| 24 August 2010

The sidepanels of NHL.com this week feature the Great One in collaboration with Nintendo and EA Sports, selling you the hottest, newest, Wii-est game to come out since Smash Brothers - NHL Slapshot. It comes out the same day as NHL 11, so there's about as much a chance I purchase it as Sean Avery behaving at a kids' piano recital. But just to make sure none of you buy it either, I present to you 8 Reasons Not to Buy NHL Slapshot. You're welcome.
1. Video games are supposed to be realistic. It's their authenticity that make them fun and enjoyable, and every minor detail contributes to the overall gaming experience. That said, where does Nintendo get off thinking that the youth of America are going to actually believe that Edmonton is an actual place with an actual hockey time? Might as well include the Narnia Tumnii while we're at it.
2. Gretzky's press materials have him donning the blue and orange of his Oilers' youth. Nevermind the fact that he spent time in Los Angeles, New York, and St. Louis. Why couldn't he be wearing that old school Blues jersey? I guarantee you LeNoc just passed on your game and is spending our lucrative MYFO ad money on Grand Theft Auto: 2 Theft 2 Furious.
3. The spokesperson willing participated in a Nickelback music video. DO NOT WANT.
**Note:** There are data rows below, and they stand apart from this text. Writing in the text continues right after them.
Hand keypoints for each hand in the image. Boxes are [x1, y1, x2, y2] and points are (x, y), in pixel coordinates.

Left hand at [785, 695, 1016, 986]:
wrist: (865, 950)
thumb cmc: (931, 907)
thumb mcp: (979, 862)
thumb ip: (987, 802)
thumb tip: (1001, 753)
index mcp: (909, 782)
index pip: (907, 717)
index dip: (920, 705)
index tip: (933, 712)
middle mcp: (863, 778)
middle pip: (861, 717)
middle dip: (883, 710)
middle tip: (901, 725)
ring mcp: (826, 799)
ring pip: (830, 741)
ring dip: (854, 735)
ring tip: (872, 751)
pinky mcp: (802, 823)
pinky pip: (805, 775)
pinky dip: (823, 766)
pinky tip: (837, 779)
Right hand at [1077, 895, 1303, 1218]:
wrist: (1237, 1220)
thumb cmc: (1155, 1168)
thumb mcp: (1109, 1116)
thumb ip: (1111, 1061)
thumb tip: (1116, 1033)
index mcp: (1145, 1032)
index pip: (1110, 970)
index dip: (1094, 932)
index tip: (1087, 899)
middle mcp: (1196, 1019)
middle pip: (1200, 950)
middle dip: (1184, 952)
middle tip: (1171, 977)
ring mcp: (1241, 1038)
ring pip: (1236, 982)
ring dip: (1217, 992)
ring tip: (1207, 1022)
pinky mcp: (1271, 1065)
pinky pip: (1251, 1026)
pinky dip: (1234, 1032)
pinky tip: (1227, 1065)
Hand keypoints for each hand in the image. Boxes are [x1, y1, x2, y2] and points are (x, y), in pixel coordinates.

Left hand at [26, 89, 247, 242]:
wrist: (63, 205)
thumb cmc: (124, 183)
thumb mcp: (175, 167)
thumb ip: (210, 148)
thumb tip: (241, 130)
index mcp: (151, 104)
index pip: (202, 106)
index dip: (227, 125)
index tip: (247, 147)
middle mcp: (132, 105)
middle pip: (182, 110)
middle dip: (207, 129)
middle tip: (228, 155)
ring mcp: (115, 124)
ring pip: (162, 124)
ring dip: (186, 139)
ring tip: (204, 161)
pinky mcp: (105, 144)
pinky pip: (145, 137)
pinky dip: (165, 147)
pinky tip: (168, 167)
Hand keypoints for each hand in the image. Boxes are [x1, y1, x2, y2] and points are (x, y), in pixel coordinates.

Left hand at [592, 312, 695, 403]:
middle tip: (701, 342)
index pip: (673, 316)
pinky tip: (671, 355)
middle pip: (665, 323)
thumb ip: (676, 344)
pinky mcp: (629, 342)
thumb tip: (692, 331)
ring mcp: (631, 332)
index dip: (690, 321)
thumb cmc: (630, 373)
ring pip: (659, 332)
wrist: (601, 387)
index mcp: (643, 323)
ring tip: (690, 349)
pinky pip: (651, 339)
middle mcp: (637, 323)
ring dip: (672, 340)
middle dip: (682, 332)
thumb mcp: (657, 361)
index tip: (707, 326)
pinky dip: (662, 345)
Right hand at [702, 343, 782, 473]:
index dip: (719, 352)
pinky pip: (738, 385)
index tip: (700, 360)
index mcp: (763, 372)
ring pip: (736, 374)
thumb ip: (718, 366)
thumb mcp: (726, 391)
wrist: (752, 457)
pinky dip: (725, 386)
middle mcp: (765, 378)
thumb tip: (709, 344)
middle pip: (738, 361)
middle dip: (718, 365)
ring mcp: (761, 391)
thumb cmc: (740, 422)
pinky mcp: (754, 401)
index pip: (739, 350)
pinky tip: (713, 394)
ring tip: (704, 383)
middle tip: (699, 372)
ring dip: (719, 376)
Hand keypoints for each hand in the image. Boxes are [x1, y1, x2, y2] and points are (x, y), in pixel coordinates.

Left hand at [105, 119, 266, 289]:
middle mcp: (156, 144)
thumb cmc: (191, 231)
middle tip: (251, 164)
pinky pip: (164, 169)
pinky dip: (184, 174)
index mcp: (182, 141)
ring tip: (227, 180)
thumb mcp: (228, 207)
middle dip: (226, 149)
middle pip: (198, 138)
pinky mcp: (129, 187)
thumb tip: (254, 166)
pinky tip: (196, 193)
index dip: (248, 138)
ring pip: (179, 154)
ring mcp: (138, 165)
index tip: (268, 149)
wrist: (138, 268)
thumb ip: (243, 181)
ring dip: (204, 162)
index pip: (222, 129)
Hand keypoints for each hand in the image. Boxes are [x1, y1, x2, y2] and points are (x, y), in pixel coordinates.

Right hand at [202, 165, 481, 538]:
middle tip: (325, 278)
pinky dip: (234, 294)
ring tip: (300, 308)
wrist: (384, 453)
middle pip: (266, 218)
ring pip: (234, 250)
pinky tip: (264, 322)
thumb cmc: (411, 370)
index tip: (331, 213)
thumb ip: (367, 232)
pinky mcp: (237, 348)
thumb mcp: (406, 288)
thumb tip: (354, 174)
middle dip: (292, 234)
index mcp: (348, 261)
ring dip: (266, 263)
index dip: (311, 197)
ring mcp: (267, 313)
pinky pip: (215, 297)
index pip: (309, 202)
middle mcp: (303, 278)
4. This is your weapon of choice whilst playing NHL Slapshot. Seems a tad short (assuming you're not Rob DiMaio). I can understand the allure of having sport-specific Wii controllers - tennis rackets, snowboards, bats - these make sense to me. But how am I supposed to be Marty Turco gloveside when I'm swinging a glorified spatula. If I'm going to play hockey indoors, I want equipment that can break nearby lamps.

5.Hey kid, this isn't Guitar Hero. Hold the spatula stick properly or your getting two minutes on the couch.
6. Is Gretzky actually trying to hook little Austin there? It's only a video game, Wayne. I'd expect a little more gentlemanly play out of a 4-time recipient of the Lady Byng Trophy.
7. This isn't a real game at all. That TV and Wii are plugged into NOTHINGNESS.

8. I rest my case.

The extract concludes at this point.